Athena’s table structure will differ from the atomic.events table in Redshift. To align the two, use a transformation query:
SELECT
schema.vendor AS schema_vendor,
schema.name AS schema_name,
schema.format AS schema_format,
schema.version AS schema_version,
hierarchy.rootId AS root_id,
hierarchy.rootTstamp AS root_tstamp,
hierarchy.refRoot AS ref_root,
hierarchy.refTree AS ref_tree,
hierarchy.refParent AS ref_parent,
data.id AS page_view_id
FROM com_snowplowanalytics_snowplow_web_page
WHERE schema.name = 'web_page'
LIMIT 10;
Joining Shredded Data with Atomic Events in Athena
To join the shredded web_page table with the atomic.events table:
SELECT
a.event_id,
wp.data.id AS page_view_id
FROM atomic_events AS a
JOIN com_snowplowanalytics_snowplow_web_page AS wp
ON a.event_id = wp.hierarchy.rootId
WHERE wp.hierarchy.refTree = '["events","web_page"]'
LIMIT 10;
Tip: Avoid joining on timestamps unless they are properly formatted and aligned between both tables.

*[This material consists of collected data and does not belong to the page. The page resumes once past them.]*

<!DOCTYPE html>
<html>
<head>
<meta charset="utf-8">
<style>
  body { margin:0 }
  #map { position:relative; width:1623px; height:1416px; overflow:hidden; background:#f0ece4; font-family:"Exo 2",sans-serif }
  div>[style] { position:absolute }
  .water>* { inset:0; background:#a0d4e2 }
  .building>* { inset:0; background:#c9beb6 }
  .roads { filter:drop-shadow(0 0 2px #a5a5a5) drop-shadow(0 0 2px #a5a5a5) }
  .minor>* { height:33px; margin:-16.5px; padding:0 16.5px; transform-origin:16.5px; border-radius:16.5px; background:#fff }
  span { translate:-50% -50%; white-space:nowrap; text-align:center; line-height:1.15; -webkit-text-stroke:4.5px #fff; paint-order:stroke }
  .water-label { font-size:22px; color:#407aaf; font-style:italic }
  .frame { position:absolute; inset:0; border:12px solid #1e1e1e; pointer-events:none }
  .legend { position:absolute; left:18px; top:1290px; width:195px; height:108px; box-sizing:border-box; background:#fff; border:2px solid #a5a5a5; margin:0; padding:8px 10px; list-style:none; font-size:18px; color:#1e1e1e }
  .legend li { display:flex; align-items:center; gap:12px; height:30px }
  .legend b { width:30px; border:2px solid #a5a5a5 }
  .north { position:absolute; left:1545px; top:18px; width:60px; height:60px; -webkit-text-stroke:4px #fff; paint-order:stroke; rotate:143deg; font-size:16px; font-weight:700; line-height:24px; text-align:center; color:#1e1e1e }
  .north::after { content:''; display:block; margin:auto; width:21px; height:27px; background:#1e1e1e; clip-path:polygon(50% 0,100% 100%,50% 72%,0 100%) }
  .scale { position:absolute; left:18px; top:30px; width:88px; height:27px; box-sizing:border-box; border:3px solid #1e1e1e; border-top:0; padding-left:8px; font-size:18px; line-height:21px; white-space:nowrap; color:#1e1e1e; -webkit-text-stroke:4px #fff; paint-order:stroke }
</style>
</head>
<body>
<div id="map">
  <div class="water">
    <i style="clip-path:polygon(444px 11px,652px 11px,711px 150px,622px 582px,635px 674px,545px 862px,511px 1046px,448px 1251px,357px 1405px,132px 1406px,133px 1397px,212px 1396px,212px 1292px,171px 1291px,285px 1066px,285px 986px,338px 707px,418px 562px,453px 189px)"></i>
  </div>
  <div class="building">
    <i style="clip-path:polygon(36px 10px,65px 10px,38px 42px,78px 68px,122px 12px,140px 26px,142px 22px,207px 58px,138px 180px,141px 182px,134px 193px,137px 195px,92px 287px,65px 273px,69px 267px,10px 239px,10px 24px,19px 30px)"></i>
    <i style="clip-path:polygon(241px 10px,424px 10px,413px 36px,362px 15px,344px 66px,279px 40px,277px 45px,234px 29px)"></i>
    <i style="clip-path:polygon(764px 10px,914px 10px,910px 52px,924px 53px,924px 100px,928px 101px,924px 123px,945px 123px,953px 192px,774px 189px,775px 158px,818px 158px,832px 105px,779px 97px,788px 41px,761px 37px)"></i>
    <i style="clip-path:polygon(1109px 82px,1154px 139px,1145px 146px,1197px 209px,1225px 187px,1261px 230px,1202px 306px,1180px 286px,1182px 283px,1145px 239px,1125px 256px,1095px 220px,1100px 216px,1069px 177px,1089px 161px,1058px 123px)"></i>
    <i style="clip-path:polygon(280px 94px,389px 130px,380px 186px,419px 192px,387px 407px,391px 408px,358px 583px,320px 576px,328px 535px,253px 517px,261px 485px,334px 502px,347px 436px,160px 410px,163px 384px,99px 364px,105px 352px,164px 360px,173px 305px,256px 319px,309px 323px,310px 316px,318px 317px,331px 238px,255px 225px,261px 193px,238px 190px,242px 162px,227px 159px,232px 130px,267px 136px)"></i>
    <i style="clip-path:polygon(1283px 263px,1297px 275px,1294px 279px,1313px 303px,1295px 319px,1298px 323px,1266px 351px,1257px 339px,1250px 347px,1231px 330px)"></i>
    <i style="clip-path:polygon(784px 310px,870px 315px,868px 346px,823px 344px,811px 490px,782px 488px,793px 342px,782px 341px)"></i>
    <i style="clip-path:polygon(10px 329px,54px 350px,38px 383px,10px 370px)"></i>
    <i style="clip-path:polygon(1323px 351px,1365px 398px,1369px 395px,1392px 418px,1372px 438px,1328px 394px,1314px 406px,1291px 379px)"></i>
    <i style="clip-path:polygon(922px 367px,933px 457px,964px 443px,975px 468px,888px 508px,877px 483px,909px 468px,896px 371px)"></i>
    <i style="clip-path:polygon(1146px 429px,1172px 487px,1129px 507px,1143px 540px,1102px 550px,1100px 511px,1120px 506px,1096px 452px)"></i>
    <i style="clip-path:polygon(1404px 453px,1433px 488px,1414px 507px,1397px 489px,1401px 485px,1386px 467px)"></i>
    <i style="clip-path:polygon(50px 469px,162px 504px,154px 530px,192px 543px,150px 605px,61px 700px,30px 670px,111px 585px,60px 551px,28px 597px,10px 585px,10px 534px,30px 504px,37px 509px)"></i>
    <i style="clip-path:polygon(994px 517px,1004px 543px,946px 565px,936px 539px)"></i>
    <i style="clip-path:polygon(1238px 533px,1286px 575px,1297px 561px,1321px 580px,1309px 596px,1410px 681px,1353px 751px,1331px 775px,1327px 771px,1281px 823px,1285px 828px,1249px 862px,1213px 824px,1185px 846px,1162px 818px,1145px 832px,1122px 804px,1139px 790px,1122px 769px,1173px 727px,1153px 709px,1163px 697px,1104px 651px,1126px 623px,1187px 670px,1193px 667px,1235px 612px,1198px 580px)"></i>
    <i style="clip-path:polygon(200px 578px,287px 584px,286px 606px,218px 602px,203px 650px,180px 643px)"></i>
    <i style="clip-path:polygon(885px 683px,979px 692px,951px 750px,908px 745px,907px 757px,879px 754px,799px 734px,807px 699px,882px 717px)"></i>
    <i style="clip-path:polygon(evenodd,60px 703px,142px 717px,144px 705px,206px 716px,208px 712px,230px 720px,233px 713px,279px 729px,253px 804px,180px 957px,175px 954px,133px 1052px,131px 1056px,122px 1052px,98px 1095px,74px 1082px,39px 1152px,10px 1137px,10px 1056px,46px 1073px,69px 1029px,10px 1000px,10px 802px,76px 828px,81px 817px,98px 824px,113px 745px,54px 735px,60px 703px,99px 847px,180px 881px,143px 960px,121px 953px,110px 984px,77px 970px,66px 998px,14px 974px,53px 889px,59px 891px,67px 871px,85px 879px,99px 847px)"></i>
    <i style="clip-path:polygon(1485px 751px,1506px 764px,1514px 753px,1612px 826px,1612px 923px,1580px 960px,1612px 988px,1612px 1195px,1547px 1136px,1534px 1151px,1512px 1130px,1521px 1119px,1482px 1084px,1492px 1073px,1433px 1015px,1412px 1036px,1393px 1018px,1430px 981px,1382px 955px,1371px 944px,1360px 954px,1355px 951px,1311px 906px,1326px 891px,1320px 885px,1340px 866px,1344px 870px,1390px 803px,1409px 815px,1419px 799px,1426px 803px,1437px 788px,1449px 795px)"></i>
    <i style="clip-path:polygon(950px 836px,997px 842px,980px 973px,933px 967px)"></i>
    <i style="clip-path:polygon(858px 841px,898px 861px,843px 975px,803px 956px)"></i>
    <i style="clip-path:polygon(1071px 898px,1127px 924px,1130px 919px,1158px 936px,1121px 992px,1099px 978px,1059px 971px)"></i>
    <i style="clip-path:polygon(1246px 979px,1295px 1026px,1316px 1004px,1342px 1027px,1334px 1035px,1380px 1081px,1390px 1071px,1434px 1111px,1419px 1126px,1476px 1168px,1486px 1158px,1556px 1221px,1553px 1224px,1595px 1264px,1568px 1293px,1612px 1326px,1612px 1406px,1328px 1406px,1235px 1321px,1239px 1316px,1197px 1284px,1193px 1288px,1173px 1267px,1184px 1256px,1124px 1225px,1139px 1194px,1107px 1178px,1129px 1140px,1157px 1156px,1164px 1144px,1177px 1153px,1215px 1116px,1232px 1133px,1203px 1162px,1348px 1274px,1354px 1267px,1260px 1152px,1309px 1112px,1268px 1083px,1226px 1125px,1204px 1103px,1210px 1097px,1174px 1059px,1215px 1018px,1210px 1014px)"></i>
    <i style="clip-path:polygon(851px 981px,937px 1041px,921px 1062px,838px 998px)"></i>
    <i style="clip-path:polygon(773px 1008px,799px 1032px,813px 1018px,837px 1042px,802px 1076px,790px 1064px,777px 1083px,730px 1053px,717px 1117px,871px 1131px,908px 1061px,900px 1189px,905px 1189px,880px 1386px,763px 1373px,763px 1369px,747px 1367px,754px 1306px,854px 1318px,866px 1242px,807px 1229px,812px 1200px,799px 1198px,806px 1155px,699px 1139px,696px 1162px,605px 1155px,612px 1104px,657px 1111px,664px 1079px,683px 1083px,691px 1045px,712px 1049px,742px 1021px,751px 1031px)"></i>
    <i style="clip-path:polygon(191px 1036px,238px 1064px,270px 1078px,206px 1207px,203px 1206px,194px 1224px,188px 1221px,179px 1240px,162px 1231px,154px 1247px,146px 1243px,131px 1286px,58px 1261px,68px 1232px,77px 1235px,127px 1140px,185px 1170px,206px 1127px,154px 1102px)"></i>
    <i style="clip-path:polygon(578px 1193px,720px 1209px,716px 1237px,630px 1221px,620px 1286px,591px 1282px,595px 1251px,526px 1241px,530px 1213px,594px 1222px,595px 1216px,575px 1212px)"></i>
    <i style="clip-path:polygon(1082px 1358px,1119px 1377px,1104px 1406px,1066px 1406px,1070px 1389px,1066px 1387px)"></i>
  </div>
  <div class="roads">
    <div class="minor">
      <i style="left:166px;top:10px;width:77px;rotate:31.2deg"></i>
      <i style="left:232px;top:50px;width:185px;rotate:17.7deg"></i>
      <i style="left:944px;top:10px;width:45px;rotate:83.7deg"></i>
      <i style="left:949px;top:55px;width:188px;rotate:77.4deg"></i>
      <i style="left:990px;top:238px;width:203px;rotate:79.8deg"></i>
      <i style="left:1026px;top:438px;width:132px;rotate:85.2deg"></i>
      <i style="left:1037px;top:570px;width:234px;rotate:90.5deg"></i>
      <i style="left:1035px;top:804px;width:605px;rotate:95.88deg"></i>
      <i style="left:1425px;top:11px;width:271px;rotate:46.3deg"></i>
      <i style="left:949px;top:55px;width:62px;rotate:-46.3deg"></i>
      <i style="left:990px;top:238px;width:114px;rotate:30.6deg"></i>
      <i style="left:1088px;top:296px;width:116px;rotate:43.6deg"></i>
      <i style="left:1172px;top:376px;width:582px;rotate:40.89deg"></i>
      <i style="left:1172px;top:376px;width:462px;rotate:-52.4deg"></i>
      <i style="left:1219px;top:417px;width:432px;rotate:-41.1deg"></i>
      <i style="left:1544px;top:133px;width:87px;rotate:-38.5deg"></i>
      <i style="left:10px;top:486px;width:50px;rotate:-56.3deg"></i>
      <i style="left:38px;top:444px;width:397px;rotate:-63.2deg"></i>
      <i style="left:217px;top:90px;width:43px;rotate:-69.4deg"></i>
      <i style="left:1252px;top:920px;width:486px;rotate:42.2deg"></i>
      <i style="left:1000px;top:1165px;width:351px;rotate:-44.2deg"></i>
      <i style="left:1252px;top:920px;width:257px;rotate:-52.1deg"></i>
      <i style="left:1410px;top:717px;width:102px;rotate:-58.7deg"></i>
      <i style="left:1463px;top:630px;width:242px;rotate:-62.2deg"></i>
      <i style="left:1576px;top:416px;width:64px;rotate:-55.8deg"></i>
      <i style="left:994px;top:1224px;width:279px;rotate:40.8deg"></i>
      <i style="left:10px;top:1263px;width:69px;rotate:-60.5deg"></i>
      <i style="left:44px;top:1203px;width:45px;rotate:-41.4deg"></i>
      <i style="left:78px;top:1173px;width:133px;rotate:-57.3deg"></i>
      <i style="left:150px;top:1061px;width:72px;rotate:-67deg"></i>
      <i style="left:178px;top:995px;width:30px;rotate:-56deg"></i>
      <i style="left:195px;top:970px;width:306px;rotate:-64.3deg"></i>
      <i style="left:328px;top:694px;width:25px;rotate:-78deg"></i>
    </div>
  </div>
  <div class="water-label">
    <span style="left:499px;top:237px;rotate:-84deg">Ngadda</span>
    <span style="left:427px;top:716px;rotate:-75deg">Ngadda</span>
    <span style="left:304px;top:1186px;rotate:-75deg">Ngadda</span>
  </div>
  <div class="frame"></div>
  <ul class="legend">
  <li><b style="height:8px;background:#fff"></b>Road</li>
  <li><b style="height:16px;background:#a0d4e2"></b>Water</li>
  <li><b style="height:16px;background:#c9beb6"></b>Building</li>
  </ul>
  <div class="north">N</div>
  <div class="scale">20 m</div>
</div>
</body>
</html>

Next Steps and Recommendations
- Optimize Partitioning: Consider restructuring data in S3 to isolate events and contexts into separate partitions. This reduces scan costs and query times.
- Testing and Debugging: Experiment with Athena’s partitioning strategies to identify the most efficient way to store shredded data.
- Stay Updated: Snowplow continues to evolve its data structure and querying capabilities. Keep an eye on new releases for optimizations related to Athena.
Conclusion
AWS Athena is a powerful tool for querying shredded Snowplow data, offering cost-effective data exploration without the need for a dedicated Redshift cluster. While challenges exist around data partitioning and filtering, adopting best practices in data structuring and query optimization can significantly enhance performance and reduce costs.